=== AVAILABLE DATA ===

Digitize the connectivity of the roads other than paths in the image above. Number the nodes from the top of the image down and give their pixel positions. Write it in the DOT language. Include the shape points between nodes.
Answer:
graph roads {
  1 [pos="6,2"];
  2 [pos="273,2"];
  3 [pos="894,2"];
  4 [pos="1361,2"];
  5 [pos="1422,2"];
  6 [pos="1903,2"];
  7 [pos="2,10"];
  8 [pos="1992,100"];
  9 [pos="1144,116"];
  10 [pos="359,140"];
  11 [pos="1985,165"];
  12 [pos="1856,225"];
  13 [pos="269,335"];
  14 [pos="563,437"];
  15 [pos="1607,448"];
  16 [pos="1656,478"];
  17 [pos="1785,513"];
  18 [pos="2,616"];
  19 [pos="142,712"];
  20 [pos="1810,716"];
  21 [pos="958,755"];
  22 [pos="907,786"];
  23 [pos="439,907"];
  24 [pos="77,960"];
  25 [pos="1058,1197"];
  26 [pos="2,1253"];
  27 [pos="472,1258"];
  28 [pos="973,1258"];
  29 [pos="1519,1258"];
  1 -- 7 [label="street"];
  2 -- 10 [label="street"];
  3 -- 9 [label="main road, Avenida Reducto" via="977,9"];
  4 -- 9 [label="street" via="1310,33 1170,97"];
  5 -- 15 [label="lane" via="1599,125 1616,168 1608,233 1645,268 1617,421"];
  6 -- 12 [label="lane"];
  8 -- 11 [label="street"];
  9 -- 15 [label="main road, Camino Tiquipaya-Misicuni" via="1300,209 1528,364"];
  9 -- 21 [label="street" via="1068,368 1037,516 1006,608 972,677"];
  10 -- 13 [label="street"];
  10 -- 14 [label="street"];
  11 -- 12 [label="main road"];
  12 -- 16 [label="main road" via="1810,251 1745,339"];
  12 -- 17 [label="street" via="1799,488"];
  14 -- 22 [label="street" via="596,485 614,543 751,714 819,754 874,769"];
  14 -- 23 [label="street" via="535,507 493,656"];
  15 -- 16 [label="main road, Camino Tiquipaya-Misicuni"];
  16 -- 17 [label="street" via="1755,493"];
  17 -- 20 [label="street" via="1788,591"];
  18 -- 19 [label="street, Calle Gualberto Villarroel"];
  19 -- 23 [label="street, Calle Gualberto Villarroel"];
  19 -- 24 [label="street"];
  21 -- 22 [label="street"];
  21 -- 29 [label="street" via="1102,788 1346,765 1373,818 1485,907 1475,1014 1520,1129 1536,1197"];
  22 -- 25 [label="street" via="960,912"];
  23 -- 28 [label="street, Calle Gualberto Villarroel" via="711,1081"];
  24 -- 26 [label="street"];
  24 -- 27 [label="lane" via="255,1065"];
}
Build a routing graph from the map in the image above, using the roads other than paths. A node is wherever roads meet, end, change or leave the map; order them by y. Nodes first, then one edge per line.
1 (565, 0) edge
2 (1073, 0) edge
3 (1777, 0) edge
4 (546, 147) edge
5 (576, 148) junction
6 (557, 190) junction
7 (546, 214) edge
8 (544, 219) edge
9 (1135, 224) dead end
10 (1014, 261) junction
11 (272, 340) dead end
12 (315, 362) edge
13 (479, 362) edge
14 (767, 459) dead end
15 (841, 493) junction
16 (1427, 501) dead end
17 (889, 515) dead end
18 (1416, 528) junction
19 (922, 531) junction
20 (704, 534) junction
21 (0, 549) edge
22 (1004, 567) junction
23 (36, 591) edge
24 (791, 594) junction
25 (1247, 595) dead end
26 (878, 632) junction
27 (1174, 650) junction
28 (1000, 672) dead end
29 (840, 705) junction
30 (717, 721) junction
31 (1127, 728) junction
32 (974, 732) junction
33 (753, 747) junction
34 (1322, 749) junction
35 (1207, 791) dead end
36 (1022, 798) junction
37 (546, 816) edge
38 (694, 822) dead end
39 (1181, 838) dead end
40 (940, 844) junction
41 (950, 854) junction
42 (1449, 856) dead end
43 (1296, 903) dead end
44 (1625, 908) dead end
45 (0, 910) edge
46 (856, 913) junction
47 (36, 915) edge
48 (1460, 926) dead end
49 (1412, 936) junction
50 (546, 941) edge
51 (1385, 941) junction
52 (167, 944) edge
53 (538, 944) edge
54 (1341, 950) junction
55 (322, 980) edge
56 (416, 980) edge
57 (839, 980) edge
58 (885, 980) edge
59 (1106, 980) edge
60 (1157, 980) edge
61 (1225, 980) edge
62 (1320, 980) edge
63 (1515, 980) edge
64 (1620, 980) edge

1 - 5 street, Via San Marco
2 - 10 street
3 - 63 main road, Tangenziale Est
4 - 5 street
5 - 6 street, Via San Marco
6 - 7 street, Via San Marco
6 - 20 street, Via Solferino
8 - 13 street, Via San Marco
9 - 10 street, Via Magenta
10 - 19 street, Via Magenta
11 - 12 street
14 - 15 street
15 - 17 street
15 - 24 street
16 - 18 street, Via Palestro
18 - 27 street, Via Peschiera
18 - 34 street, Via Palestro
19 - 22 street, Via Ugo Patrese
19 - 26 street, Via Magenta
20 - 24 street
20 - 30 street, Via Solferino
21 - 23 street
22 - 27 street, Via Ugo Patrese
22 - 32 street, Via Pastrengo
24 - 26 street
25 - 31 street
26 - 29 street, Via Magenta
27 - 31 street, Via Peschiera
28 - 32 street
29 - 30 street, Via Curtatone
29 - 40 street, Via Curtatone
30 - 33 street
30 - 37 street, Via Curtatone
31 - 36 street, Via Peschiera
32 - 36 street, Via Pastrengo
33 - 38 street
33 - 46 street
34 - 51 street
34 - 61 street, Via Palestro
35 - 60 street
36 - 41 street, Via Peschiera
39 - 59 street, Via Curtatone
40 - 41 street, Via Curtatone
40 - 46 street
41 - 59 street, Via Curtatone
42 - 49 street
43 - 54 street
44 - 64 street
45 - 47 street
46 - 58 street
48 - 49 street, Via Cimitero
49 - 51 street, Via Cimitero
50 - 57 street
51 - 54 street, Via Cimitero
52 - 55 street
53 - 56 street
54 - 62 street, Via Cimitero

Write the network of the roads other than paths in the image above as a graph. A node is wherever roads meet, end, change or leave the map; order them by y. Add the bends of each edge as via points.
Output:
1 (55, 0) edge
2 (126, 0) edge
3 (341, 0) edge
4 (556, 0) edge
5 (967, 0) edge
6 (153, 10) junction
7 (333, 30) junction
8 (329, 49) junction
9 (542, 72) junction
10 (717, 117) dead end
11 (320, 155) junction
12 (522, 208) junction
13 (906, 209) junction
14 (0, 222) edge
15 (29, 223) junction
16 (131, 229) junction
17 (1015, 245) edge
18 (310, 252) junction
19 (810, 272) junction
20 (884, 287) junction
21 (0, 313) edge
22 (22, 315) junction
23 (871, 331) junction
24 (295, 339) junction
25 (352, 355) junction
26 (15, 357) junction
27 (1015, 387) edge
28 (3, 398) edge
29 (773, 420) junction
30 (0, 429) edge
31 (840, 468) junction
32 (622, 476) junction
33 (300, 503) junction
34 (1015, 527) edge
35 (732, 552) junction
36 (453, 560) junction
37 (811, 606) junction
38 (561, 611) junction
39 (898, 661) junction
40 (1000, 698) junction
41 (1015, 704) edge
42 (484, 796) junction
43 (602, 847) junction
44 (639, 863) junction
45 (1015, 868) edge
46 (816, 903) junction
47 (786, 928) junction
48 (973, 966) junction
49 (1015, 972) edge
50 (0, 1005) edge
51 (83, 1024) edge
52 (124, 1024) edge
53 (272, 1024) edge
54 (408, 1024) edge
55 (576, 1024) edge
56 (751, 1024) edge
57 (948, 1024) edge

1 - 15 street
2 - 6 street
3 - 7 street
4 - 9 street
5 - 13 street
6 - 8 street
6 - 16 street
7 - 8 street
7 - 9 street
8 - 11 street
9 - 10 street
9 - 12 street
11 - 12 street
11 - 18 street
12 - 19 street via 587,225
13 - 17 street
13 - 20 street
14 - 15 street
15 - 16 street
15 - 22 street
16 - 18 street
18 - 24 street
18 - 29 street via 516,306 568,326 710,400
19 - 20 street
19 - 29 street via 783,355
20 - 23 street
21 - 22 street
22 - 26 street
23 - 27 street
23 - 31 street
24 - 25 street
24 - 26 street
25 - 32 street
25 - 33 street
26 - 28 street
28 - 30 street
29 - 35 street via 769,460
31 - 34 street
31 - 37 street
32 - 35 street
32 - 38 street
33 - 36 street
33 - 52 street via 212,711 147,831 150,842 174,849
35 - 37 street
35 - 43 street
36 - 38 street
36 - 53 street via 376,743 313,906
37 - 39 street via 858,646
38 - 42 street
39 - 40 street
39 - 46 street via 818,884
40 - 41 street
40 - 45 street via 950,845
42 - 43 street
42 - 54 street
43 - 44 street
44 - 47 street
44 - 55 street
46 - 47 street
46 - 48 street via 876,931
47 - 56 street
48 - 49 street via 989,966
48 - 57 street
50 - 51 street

=== EXERCISE ===
Wherever the word "Cimitero" turns up in the records above, copy the line that holds it.

=== TASK OUTPUT ===
48 - 49 street, Via Cimitero
49 - 51 street, Via Cimitero
51 - 54 street, Via Cimitero
54 - 62 street, Via Cimitero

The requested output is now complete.